El rey sonrió y asintió con la cabeza.
—Le envidio a tu padre el heredero que ha educado. Y es un honor conocerte, príncipe Estigio. Ahora, disfruta de tu victoria esta noche y de las celebraciones que seguirán.
Bethany ansiaba sangre mientras se veían obligados a retirarse de la isla griega. Aún deseaba la muerte del príncipe Estigio, pero no podía demorarse en el territorio de otro panteón con sus poderes divinos. No a menos que estuvieran luchando.
¡Joder!
—¿Cómo es que nos han derrotado? —rugió Misos—. ¡Es la primera vez que nos derrotan!
Pali se estremeció, asqueado.
—¿Habéis visto al campeón griego? ¿A Estigio de Dídimos? ¿Alguien ha oído hablar de ese cabrón?
—Es muy joven —contestó Bethany—. Lo vi justo antes de que comenzara la lucha. Estuve a punto de matarlo… ¡Ay! —Le dolía haber fallado.
Varias veces.
«¡Maldito perro griego!».
Misos tiró el escudo.
—¿Es un semidiós? ¿Un crónico?
Bethany negó con la cabeza.
—Es un humano con armas humanas. ¿Cómo ha podido derrotar a los nuestros? Tienen poderes psíquicos… deberían haber aplastado a los griegos como si fueran hierba.
Diafonia se pasó una mano por su pelo oscuro.
—¿Por qué luchaba como un inmortal?
—A lo mejor lo entrenó uno —sugirió Pali.
Bethany apretó los dientes.
—Atenea luchó a su lado.
Misos resopló.
—Eso no nos había detenido antes.
Cierto. Bethany suspiró al recordar a su flamante campeón.
—Sólo es una batalla. Ha tenido suerte.
Misos los miró con los ojos entrecerrados.
—Será mejor que nos encarguemos de que al joven príncipe se le acabe la suerte.
Mientras se dispersaban para controlar el repliegue de sus tropas, Apolo se reunió con ellos.
—En nombre de Hades, ¿qué ha pasado?
Pali lo miró con sorna.
—Que nos han dado una paliza. ¿Qué has estado haciendo? ¿Durmiendo una siesta?
Apolo los fulminó con la mirada.
—¿Cómo vamos a invadir Grecia si nos echan de sus costas como si fuéramos niñitas?
—¿Vamos a invadir? —Misos miró al dios olímpico con desdén—. Tú no estás incluido, griego.
—Lo estoy mientras mi gente esté luchando y muriendo. ¡Sobre todo mi nieto! ¿Quién ha matado a Xan?

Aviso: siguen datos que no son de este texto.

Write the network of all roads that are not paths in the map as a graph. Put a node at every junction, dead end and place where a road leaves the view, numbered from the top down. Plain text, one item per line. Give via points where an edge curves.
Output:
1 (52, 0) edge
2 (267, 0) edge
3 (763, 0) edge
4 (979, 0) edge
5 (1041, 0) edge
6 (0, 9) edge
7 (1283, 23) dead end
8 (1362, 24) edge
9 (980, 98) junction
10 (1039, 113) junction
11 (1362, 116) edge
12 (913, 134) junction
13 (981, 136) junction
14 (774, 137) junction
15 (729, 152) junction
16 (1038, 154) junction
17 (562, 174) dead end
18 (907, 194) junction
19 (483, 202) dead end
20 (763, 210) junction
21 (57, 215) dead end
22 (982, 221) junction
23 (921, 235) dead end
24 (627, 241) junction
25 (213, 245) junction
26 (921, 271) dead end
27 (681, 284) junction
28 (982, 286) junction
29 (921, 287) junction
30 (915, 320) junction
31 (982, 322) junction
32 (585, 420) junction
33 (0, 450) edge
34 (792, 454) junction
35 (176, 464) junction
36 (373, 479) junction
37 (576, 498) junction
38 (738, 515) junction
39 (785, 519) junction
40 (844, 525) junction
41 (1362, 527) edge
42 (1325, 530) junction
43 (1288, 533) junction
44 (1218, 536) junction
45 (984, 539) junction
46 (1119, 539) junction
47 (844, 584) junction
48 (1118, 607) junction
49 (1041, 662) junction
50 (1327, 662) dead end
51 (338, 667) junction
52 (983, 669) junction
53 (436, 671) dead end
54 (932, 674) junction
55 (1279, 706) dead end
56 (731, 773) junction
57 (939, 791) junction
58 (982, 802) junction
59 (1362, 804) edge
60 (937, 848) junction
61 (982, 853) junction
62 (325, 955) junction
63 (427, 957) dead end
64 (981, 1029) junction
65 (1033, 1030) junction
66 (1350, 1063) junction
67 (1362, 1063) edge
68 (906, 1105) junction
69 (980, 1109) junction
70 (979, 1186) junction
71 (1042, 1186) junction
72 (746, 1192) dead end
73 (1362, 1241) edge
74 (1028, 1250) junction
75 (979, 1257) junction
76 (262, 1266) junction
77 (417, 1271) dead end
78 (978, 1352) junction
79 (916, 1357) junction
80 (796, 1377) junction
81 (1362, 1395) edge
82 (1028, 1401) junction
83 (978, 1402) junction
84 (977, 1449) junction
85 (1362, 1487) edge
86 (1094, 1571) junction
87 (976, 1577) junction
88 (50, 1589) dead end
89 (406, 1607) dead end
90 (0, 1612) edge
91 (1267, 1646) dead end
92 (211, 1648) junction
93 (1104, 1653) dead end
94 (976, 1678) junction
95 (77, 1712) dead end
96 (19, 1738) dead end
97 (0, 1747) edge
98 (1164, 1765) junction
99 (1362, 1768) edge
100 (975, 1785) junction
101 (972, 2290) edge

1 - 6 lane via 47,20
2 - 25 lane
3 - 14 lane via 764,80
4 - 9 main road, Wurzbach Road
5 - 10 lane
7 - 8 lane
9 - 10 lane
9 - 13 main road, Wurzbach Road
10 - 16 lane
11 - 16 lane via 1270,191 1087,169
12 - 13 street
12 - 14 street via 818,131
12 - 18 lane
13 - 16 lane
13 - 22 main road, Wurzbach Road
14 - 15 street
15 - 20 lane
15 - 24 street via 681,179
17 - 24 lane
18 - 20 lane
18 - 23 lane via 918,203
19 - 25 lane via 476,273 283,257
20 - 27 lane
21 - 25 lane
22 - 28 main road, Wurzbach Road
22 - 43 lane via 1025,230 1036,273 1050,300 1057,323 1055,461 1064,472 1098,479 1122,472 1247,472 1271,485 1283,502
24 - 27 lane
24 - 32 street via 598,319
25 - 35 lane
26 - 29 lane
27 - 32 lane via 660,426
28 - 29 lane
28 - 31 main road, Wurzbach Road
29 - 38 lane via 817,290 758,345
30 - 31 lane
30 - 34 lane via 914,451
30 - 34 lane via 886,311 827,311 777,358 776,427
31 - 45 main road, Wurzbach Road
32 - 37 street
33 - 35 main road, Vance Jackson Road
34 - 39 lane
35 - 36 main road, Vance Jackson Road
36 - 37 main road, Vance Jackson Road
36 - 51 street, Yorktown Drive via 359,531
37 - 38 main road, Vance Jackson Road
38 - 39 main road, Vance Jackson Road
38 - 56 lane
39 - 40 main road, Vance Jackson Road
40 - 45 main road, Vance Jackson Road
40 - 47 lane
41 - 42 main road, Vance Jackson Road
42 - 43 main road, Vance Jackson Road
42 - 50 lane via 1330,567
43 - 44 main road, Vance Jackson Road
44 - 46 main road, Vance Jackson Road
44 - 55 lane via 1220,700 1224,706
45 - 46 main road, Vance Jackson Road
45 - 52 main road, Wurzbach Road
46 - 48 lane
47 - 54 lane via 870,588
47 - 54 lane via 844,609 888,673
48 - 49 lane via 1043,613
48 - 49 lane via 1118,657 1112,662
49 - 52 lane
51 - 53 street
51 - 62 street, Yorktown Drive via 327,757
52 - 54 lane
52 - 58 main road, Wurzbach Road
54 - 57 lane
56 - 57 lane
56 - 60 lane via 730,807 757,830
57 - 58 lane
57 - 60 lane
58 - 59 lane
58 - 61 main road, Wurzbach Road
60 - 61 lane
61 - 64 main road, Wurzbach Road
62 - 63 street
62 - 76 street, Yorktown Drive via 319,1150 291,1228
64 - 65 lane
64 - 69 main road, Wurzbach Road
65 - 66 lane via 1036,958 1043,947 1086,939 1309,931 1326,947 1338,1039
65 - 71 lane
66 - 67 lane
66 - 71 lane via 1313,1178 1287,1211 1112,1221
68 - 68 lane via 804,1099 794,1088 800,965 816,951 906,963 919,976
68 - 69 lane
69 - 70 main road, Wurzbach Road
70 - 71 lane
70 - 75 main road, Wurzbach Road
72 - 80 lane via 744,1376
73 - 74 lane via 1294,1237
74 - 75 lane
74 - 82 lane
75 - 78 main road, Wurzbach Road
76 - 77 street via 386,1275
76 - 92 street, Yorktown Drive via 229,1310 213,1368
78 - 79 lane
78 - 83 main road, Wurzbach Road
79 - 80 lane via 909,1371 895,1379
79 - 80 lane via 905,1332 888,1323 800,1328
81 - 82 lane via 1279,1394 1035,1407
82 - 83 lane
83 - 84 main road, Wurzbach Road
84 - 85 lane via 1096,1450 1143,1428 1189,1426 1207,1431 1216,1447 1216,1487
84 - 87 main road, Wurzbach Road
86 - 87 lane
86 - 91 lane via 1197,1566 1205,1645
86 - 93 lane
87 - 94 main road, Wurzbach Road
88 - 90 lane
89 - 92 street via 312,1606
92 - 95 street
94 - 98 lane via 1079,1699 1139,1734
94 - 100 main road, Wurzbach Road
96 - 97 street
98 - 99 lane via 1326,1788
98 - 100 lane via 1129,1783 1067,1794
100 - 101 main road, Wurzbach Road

—El príncipe Estigio —gritaron al unísono.
Pali resopló.
—¿También estás sordo? ¿Acaso no has oído a tu gente coreando el nombre de ese cabroncete?
Los ojos de Apolo relampaguearon al reconocer el nombre.
—¿Ese imbécil era el príncipe heredero de Dídimos?
—¿Dónde has estado? —preguntó Diafonia—. Es evidente que no has presenciado la batalla.
—Claro que no. No podía permitir que Zeus o Atenea me vieran con nuestros enemigos. He aparecido en cuanto me enteré de vuestra retirada. Y debo añadir que las noticias me han dejado de piedra.
Misos se cruzó de brazos.
—Pues si quieres vengarte, ya puedes eliminar a tu príncipe de nuestros futuros planes de lucha.
Apolo esbozó una sonrisa perversa.
—No te preocupes. Me encargaré de él.